How Often Should Cats Poop?

This is the part where cat parents freak out unnecessarily.

  • Adult cats: Once or twice a day is normal. Some healthy cats go every 24 to 36 hours and that’s still fine.
  • Kittens: Two to four times a day. Their little guts move fast.
  • Senior cats: Often once a day or even once every day and a half.

When Silence in the Litter Box Is a Problem

If your cat hasn’t pooped in more than 48 to 72 hours, that’s when you start paying attention.

Check if they’re eating normally. Check if they’re drinking. Check if they’re hiding or acting off.

A full three days with no poop and any sign of discomfort means vet time.

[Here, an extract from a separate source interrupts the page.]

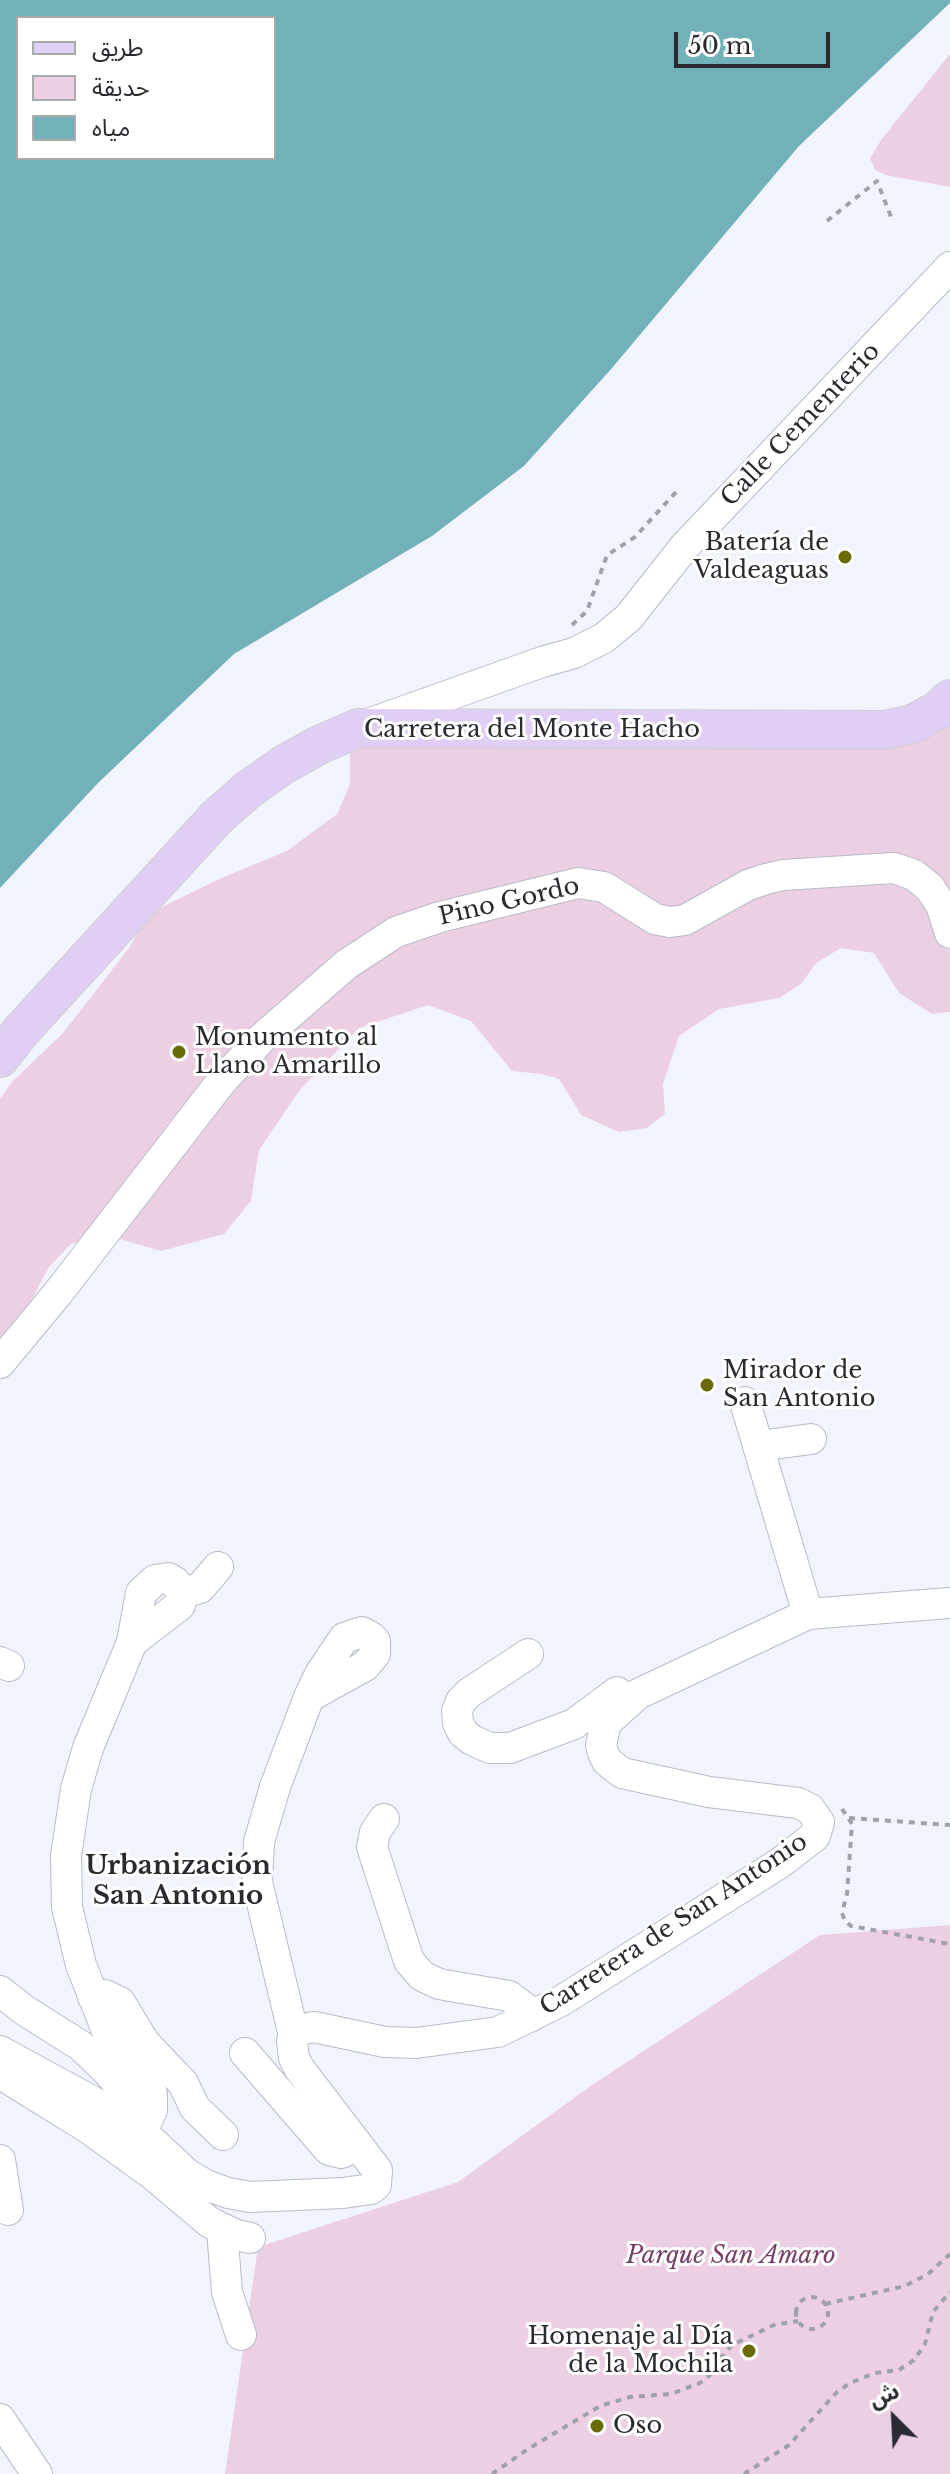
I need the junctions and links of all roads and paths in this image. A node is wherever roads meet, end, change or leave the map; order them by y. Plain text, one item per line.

When Too Much Pooping Is a Problem

If your cat suddenly goes from one poop a day to four or five, something changed. New food? New stress? New medication?

Keep a mental note for 48 hours. If frequency stays high or the poop turns soft, go in.

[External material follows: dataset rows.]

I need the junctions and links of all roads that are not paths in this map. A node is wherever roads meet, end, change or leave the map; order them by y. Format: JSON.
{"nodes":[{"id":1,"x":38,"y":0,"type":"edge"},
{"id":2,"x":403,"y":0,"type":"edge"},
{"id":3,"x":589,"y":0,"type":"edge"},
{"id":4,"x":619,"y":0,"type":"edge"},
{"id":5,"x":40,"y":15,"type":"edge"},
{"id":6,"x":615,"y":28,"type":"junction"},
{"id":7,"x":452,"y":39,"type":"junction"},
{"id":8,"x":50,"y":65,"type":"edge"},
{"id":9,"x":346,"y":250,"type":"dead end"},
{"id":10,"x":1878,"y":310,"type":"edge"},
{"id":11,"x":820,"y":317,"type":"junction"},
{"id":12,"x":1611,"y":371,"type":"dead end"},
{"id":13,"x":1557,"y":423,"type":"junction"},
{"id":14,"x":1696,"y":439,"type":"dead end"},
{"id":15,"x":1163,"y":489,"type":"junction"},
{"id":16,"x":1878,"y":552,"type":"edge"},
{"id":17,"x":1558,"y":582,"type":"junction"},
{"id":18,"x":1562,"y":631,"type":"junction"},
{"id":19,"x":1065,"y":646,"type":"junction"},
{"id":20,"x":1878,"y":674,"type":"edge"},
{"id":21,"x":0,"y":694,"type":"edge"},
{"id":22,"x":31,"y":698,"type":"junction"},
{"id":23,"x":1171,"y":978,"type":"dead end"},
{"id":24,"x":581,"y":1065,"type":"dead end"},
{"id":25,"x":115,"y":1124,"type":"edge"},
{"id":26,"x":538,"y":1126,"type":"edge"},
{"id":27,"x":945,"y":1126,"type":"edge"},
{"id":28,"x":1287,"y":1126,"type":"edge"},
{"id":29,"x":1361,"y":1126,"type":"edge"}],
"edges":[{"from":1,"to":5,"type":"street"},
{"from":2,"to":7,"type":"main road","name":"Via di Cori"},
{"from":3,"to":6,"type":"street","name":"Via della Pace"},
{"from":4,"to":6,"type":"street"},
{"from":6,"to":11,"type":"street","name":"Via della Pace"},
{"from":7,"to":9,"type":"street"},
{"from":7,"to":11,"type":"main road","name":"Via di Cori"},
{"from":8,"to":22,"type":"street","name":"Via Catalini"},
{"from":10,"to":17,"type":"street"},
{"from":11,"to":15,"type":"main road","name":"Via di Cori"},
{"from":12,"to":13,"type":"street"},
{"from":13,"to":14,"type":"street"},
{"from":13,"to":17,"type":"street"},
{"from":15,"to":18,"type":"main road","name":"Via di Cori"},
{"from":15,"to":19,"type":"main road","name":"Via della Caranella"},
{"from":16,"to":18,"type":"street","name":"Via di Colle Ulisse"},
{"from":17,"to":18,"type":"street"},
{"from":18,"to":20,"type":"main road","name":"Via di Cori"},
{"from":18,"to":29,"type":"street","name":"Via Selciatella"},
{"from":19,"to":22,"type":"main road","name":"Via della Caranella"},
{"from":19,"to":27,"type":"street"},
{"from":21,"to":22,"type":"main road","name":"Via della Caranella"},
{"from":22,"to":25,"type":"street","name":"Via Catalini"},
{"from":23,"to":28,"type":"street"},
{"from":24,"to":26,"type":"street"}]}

Things Most Cat Parents Miss

A few extra signals that aren’t in most charts but should be.

Mucus on the poop. A bit of clear or white slimy coating can mean colon inflammation or parasites. Occasional is fine. Every day is a flag.

Hair in the poop. A little is normal, especially in long-haired cats. Clumps big enough to look like a braid mean too much grooming or not enough fiber.

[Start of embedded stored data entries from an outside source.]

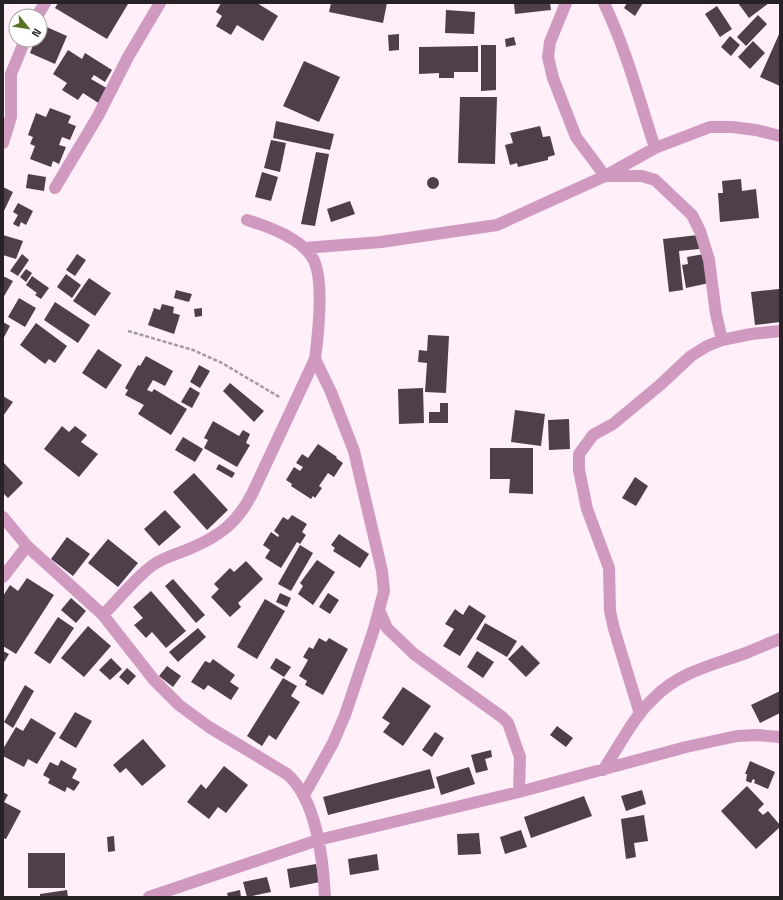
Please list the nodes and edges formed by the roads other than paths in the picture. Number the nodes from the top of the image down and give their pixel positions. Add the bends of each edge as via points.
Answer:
1 (160, 3) edge
2 (566, 3) edge
3 (604, 3) edge
4 (21, 48) edge
5 (7, 71) edge
6 (780, 136) edge
7 (3, 143) edge
8 (655, 148) junction
9 (605, 176) junction
10 (55, 188) dead end
11 (247, 220) dead end
12 (304, 248) junction
13 (780, 331) edge
14 (722, 340) junction
15 (315, 359) junction
16 (3, 517) edge
17 (27, 546) junction
18 (3, 577) edge
19 (379, 610) junction
20 (104, 615) junction
21 (780, 639) edge
22 (640, 714) junction
23 (780, 737) edge
24 (603, 770) junction
25 (520, 792) junction
26 (304, 795) junction
27 (318, 840) junction
28 (149, 897) edge
29 (325, 897) edge

1 - 10 street
2 - 9 street via 550,42 548,57 553,78 576,137
3 - 8 street via 625,52
4 - 5 street
5 - 7 street via 11,117
6 - 8 street via 738,128 710,127
8 - 9 street
9 - 12 street via 497,225 381,242
9 - 14 street via 642,176 654,180 692,215 709,260
11 - 12 street via 280,232
12 - 15 street via 315,263 320,290
13 - 14 street
14 - 22 street via 691,356 613,424 593,435 585,443 578,457 587,509 609,568 610,612 614,629
15 - 19 street via 354,451 362,481 382,570 384,591
15 - 20 street via 252,494 235,522 225,530 152,566
16 - 17 street
17 - 18 street
17 - 20 street
19 - 25 street via 387,628 414,654 508,723 520,757
19 - 26 street via 355,691
20 - 26 street via 154,680 179,705 286,774 297,783
21 - 22 street via 695,670 661,691
22 - 24 street
23 - 24 street via 737,736
24 - 25 street
25 - 27 street
26 - 27 street
27 - 28 street
27 - 29 street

The smell changes. All cat poop stinks. But if it suddenly smells way worse than usual, like rotten and sour rather than just bad, that’s often a gut bacteria imbalance or malabsorption.

Your cat poops outside the litter box. This is sometimes a litter or behavior issue. But it can also mean pain when they try to go. Painful pooping equals vet visit.

If your cat is also throwing up alongside any of this, check our cat vomit color chart too. Puke and poop together usually means something real is going on.

Diet Changes That Actually Help

Before rushing to the vet for mild stuff, a few food tweaks fix a lot of low-grade poop weirdness.

Cats are built for moisture-rich food. Dry kibble is convenient, but it’s not what their kidneys or gut evolved for. Adding wet food is the single biggest upgrade most cats need.

Switching foods should take a full seven to ten days, mixing old and new, or you’ll cause the exact diarrhea you’re trying to prevent.

Some cats with chronic soft poop do better on a limited-ingredient diet. Chicken, salmon, or turkey only, no grains, no weird fillers. A good place to start is our homemade cat food for sensitive stomachs guide.

Probiotics designed for cats can help too, especially after antibiotics. Ask your vet for a specific brand rather than grabbing something off Amazon blind.

When to Call the Vet Without Hesitation

I don’t want anyone sitting around Googling while their cat actually needs help. Here’s the short list.

  • Black, tarry, or sticky poop
  • White or chalky pale poop
  • Blood showing up more than once
  • Diarrhea lasting more than 24 to 48 hours
  • No poop for more than 72 hours
  • Straining for more than a minute with nothing coming out
  • Worms visible in the poop or around the tail
  • Poop changes paired with vomiting, weight loss, or lethargy

Cats are notorious for hiding how bad they feel. The litter box is one of the few places they can’t lie to you.

The Takeaway

Your cat’s poop is basically a daily report card for their gut. Knowing what’s normal for your specific cat makes spotting problems ten times easier.

Scoop every day. Glance before you flush. Take a mental photo of what healthy looks like.

Weird color once? Probably fine.

Weird color twice in a row? Pay attention.

Weird color plus weird behavior? Call the vet.

Your cat is counting on you to notice. And now you know exactly what to look for.